Assignment
Go through the material below and return each line with the string "Tejón" in it.

Input records
================================

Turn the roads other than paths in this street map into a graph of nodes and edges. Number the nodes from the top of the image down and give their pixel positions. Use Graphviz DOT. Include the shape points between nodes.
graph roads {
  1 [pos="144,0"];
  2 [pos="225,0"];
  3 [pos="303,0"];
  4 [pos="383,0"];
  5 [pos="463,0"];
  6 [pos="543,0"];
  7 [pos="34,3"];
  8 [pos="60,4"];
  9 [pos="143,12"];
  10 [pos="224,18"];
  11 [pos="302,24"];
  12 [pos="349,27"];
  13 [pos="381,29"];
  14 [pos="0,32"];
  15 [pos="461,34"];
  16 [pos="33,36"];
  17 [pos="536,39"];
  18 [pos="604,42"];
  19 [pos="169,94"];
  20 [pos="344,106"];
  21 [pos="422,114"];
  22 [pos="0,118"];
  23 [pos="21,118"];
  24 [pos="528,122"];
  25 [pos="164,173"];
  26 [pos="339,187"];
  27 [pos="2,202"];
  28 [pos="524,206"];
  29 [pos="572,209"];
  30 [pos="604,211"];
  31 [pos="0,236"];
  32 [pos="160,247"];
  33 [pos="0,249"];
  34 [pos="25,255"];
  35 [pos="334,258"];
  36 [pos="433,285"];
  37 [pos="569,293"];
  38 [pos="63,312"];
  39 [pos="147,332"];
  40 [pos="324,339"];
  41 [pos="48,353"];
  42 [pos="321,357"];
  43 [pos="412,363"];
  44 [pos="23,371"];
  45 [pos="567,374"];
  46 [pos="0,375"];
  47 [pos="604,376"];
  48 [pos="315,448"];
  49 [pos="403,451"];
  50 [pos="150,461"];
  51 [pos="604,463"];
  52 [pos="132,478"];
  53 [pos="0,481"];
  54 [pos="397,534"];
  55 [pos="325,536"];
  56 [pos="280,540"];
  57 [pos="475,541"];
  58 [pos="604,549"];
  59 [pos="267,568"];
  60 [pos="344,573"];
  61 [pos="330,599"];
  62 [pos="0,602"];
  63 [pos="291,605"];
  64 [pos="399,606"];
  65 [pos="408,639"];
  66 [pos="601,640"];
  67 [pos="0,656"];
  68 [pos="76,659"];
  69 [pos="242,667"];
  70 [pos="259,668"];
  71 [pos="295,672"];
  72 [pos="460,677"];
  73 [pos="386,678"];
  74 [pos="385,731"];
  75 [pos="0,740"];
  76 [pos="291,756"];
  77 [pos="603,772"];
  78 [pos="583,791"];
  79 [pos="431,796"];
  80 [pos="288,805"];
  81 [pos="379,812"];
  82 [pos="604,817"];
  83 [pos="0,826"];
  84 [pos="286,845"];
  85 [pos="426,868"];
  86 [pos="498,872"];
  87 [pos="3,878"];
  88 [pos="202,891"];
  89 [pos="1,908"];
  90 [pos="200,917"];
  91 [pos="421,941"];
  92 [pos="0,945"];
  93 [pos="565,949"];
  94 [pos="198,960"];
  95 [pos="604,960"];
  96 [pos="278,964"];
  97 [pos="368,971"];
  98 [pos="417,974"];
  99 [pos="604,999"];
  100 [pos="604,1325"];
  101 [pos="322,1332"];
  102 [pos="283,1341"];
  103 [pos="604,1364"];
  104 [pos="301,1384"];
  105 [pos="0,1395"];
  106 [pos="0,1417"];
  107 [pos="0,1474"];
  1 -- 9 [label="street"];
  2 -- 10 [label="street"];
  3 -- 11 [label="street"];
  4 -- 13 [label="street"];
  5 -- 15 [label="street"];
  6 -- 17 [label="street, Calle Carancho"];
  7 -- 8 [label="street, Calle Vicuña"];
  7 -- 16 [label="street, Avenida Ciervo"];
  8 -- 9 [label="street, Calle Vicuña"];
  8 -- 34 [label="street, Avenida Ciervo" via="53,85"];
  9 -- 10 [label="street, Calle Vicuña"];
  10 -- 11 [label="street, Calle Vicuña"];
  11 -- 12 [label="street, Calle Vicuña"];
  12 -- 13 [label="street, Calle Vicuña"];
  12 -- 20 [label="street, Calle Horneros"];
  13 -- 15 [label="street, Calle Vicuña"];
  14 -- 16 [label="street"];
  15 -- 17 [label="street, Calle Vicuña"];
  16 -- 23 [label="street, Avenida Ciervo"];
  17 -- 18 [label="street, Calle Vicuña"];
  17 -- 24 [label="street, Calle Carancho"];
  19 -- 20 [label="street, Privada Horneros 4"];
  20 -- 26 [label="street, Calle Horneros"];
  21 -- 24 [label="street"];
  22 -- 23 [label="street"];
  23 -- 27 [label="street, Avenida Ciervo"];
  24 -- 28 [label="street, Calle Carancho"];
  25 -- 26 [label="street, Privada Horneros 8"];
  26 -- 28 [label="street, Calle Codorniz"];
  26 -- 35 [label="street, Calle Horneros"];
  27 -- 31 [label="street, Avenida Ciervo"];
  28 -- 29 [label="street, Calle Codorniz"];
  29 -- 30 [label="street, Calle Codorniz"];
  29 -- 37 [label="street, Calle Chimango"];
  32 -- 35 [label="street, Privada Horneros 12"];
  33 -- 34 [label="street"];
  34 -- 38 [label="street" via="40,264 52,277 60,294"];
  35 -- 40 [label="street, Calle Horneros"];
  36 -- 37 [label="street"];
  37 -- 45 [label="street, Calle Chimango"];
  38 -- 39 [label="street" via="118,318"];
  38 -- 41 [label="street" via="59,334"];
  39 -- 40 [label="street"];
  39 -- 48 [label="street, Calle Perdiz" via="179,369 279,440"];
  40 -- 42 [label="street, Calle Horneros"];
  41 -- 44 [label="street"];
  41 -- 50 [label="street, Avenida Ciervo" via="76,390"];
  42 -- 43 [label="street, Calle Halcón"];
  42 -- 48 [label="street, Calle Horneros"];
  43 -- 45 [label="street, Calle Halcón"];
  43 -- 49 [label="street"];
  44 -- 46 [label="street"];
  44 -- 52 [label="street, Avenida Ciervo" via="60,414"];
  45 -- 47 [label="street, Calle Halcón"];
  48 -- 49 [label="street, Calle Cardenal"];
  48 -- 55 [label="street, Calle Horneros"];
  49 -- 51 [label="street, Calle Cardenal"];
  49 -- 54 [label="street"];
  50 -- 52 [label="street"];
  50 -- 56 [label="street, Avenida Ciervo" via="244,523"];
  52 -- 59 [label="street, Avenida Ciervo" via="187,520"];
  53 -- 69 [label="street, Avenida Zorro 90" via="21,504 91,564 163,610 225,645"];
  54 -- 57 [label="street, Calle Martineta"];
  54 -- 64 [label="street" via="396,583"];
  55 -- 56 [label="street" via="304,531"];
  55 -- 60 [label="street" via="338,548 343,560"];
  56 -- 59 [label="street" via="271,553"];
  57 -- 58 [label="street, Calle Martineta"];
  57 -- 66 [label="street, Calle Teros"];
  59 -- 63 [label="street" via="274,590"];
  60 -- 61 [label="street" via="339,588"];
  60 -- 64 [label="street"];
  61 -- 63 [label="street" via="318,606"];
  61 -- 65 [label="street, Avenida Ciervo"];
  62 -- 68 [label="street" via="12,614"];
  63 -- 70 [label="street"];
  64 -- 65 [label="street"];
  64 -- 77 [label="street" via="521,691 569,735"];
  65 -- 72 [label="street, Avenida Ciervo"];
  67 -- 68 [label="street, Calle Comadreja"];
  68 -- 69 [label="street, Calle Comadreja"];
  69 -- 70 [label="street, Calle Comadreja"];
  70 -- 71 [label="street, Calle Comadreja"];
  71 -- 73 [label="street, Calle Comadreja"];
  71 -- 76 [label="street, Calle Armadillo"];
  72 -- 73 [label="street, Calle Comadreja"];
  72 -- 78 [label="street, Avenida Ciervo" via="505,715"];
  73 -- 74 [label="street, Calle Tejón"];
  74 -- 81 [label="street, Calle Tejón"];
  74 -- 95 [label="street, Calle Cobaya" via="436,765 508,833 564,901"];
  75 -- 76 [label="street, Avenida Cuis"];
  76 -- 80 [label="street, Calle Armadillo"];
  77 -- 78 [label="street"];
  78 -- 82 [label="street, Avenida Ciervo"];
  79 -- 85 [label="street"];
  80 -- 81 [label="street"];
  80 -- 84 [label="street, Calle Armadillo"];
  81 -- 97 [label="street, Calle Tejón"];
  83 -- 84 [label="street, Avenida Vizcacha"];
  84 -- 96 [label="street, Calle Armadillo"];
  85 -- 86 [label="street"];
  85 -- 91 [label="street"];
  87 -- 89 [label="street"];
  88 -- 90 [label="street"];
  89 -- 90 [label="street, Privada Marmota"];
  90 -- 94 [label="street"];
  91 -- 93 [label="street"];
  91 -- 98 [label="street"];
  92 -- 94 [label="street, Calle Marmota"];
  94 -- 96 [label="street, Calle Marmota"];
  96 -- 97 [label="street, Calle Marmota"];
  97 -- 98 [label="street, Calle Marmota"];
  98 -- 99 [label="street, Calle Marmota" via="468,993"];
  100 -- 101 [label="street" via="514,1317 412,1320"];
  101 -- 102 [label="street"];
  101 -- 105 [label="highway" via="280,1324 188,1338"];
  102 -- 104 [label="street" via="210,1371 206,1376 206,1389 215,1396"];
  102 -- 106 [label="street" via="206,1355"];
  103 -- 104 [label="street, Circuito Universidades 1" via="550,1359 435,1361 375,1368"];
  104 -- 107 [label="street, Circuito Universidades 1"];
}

================================

Exercise output
  73 -- 74 [label="street, Calle Tejón"];
  74 -- 81 [label="street, Calle Tejón"];
  81 -- 97 [label="street, Calle Tejón"];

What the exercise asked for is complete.